Collected data entries
####

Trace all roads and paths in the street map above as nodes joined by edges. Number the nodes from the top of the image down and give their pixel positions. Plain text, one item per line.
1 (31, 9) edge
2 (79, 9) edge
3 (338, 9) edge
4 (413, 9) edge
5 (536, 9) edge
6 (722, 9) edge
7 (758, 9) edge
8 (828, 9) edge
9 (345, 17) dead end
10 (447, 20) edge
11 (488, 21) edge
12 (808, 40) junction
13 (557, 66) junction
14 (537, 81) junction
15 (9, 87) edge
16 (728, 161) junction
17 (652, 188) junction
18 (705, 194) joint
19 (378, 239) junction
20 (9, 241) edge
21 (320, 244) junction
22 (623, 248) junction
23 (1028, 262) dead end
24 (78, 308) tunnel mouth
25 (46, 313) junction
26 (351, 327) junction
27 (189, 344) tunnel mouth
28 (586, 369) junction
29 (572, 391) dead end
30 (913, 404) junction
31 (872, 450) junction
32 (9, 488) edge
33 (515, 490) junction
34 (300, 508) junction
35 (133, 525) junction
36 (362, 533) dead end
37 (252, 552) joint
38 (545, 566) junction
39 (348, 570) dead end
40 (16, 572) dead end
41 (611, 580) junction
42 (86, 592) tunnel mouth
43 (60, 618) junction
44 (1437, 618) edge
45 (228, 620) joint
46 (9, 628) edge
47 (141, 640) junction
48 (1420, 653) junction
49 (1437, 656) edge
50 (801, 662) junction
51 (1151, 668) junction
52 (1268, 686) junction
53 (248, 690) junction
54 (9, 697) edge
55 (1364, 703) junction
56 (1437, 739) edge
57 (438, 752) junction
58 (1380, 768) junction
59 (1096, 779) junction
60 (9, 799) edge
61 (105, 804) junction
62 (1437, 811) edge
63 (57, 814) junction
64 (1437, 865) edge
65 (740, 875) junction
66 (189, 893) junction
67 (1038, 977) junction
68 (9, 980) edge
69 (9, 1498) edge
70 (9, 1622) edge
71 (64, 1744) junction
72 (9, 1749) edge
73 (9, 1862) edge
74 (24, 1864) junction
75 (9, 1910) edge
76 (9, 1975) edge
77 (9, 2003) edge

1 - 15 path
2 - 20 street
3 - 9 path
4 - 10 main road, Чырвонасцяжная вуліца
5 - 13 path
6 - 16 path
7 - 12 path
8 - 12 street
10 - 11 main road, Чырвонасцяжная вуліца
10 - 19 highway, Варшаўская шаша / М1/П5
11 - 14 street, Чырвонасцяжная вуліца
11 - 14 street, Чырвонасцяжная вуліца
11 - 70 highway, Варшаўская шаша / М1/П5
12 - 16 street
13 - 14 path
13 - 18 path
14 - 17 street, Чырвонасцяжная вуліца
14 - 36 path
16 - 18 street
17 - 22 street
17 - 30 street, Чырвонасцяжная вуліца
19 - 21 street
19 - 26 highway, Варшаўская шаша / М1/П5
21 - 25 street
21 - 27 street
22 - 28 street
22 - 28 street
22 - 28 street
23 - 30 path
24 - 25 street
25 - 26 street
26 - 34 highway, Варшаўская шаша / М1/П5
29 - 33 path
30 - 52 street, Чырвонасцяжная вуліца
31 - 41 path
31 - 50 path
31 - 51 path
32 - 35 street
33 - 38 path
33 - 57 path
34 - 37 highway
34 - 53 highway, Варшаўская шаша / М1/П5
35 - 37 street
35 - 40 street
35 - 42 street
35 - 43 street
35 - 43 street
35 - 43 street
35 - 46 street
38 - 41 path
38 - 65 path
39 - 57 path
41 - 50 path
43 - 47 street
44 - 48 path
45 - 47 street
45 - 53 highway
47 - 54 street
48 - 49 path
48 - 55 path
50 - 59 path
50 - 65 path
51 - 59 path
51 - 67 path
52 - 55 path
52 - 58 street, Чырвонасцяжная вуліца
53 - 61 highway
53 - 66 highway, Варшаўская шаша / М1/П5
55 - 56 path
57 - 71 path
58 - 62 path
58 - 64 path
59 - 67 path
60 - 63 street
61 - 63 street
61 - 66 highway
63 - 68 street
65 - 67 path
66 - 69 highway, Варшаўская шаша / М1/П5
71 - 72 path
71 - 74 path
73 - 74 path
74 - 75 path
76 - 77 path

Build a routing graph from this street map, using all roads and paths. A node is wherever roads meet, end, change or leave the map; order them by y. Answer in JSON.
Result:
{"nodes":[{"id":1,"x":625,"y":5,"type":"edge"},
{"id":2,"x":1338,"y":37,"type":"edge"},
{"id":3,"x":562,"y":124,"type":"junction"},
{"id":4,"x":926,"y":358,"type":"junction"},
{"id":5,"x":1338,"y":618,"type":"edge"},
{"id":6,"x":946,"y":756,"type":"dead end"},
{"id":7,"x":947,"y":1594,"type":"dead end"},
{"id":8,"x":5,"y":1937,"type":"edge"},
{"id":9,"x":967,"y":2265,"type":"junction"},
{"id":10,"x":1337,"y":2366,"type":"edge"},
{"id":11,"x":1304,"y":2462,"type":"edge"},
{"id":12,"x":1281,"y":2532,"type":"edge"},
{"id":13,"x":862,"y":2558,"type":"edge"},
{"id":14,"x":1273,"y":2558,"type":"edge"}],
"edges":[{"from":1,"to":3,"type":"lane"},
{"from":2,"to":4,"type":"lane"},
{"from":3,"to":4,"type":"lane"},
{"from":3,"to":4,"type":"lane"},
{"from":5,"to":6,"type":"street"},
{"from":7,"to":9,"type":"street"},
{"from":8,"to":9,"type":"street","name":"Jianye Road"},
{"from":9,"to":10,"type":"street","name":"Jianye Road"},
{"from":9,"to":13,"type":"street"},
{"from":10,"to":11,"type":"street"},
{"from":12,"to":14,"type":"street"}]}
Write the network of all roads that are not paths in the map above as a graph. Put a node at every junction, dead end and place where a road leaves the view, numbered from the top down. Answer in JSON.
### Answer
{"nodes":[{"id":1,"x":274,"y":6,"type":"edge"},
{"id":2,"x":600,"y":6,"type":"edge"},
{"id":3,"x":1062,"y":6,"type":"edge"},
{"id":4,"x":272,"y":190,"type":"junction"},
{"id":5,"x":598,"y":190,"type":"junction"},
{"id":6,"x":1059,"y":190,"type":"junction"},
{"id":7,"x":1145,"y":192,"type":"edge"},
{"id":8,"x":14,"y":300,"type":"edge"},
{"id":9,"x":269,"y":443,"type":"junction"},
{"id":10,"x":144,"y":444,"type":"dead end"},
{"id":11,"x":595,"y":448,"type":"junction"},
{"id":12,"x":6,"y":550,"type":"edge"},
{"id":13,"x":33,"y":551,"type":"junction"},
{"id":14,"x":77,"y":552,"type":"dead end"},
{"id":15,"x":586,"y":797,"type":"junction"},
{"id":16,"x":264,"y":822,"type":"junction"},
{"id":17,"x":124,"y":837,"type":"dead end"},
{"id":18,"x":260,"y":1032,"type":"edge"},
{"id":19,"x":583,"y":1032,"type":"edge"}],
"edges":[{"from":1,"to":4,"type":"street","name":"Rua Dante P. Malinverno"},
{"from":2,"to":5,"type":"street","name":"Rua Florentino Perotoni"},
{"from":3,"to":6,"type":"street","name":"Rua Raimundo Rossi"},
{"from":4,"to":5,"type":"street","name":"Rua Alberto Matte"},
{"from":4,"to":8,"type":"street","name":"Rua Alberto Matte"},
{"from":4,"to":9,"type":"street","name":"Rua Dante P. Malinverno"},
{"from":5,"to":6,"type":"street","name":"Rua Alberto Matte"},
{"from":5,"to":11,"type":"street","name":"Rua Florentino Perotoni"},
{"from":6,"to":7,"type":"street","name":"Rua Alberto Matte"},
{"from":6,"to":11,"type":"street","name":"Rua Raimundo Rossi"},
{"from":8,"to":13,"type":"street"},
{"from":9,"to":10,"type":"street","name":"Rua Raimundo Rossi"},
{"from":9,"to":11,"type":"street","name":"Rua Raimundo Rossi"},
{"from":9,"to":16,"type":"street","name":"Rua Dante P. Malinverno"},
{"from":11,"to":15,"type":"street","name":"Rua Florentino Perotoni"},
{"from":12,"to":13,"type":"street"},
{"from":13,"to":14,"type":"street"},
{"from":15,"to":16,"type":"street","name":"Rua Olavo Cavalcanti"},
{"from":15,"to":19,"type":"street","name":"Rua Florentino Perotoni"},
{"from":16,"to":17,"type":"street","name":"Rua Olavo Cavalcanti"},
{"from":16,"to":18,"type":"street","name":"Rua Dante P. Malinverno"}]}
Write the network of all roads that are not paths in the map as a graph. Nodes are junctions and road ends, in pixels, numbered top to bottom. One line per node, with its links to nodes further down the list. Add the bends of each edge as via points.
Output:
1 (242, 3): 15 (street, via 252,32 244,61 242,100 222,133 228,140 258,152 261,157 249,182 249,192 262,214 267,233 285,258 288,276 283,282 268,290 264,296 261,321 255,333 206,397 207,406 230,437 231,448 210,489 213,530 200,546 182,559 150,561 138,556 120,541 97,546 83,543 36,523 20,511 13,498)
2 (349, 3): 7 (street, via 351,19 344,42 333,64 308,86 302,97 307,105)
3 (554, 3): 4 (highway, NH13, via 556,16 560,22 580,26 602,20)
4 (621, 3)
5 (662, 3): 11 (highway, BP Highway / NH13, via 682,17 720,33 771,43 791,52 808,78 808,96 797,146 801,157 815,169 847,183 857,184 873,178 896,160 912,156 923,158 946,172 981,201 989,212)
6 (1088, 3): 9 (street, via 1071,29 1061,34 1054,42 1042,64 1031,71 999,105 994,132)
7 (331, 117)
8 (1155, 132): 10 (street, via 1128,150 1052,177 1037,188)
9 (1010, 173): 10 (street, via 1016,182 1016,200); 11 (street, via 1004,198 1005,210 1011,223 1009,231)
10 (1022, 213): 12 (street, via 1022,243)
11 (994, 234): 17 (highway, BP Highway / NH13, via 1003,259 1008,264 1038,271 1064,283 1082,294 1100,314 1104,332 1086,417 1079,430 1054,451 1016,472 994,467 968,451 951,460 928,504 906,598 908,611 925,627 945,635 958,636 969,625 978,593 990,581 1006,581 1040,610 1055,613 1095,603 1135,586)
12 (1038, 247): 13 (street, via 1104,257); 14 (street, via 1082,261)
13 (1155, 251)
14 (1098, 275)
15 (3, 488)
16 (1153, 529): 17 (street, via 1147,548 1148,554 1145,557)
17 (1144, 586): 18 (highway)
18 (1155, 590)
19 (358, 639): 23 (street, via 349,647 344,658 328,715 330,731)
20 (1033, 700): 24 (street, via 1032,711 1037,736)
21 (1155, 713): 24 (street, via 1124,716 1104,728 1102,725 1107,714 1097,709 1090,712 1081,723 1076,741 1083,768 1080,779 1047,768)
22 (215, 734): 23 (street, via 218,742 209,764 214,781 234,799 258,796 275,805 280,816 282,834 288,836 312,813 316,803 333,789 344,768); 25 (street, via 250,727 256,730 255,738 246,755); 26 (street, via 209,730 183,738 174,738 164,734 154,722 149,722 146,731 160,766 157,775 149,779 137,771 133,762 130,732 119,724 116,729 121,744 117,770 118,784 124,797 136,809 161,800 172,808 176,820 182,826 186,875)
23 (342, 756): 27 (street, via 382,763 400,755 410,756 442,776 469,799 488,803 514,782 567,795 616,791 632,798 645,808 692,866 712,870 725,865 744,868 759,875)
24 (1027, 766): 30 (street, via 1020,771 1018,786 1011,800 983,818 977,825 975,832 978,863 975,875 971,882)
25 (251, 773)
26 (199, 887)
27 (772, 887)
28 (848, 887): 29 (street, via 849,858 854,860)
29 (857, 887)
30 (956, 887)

####

> _Work order_
How many lines in the entries above hold the string "Raimundo"? Answer with the number and nothing more.

> _Answer section_
4